▶ _Source records_:
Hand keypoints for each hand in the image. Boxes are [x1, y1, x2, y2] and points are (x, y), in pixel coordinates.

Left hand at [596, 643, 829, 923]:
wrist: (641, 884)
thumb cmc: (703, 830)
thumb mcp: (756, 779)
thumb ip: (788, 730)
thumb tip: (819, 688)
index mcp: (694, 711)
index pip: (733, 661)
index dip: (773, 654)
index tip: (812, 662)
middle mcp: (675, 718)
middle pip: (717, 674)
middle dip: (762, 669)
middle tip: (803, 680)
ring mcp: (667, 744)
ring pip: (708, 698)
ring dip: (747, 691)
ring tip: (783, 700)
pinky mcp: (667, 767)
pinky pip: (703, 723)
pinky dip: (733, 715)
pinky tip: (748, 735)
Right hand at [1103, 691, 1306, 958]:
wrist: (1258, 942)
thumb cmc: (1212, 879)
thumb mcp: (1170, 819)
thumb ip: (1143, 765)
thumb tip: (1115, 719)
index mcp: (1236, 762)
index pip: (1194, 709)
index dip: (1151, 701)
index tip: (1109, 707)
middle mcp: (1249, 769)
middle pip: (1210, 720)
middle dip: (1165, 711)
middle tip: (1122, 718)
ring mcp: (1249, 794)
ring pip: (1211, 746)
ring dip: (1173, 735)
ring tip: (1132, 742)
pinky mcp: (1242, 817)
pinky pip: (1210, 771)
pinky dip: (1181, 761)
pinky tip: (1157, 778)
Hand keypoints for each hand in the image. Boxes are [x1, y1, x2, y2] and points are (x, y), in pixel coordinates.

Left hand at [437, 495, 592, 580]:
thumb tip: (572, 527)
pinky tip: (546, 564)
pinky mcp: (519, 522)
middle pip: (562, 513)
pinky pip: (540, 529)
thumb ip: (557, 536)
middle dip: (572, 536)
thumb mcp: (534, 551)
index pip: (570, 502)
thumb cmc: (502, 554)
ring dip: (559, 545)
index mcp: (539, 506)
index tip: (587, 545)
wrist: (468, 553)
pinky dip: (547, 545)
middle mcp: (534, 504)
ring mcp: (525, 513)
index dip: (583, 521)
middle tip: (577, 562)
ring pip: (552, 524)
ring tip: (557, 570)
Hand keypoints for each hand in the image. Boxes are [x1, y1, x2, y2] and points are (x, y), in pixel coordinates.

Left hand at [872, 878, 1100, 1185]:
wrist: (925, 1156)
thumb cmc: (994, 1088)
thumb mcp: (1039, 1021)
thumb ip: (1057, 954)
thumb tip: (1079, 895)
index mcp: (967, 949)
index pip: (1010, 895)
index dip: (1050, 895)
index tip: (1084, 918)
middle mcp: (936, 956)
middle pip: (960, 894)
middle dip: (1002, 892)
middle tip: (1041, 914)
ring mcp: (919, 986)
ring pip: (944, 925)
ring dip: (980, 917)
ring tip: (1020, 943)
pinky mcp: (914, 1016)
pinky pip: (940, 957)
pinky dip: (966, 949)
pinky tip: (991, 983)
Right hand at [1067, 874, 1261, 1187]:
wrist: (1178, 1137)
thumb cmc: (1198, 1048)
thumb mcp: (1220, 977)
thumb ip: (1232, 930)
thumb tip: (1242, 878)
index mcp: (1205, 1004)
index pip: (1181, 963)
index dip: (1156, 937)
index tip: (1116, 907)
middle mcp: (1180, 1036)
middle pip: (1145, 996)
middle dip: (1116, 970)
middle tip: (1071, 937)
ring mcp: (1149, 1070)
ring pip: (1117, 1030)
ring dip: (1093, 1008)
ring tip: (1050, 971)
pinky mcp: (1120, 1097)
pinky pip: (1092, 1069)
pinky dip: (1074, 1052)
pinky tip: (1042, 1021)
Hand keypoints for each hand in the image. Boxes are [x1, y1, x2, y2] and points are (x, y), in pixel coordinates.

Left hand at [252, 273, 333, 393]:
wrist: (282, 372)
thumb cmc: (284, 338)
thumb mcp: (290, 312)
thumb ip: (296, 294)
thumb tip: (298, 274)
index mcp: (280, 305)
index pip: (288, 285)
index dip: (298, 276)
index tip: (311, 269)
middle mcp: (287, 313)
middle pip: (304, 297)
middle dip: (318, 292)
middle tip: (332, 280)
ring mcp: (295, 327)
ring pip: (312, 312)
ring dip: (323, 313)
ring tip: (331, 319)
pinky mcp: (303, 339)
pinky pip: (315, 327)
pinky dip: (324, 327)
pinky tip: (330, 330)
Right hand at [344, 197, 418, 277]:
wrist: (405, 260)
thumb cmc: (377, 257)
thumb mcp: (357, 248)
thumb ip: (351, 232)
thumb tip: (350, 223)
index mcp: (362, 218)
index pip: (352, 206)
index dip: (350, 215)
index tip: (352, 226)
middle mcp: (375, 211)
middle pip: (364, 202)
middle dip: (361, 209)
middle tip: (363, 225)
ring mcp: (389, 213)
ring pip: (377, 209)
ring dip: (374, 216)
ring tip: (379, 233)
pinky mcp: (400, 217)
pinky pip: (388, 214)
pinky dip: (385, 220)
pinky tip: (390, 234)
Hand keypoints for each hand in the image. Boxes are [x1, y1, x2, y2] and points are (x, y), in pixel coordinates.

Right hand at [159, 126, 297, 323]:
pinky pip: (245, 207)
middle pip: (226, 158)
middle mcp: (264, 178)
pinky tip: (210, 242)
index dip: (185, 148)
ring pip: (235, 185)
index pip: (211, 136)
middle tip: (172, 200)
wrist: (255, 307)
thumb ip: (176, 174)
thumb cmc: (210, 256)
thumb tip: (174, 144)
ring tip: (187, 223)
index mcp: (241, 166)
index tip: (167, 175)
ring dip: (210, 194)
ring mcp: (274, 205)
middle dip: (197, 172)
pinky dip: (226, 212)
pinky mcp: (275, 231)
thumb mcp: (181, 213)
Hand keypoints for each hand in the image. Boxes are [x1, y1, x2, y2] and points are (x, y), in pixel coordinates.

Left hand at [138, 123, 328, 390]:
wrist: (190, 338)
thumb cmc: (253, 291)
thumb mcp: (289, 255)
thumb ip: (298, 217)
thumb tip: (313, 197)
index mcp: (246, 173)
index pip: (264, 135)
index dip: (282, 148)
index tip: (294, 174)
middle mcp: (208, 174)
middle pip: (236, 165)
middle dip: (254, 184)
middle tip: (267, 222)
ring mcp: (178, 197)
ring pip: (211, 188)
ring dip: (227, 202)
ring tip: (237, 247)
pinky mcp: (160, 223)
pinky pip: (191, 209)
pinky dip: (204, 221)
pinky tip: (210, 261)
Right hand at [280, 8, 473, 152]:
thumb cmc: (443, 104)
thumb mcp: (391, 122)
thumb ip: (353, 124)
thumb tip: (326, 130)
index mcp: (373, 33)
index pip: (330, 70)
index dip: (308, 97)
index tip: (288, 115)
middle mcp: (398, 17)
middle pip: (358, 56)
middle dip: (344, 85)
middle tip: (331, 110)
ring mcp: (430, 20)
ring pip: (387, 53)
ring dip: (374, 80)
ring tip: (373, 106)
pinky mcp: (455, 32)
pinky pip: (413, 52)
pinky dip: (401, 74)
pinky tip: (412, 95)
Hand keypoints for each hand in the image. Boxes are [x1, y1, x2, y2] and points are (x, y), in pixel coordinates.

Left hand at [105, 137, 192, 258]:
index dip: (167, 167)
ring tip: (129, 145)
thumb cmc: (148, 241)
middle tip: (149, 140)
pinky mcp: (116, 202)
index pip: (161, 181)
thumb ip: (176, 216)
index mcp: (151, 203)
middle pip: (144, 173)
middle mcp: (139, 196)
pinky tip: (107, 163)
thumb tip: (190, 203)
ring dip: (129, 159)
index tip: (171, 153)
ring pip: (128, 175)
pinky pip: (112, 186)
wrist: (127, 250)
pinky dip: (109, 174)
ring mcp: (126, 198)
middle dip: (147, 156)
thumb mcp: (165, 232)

▶ _PROBLEM REQUIREMENTS_: How many of the lines in the data above carry the word "Right"? Say the number and nothing else.

▶ _TASK RESPONSE_: 5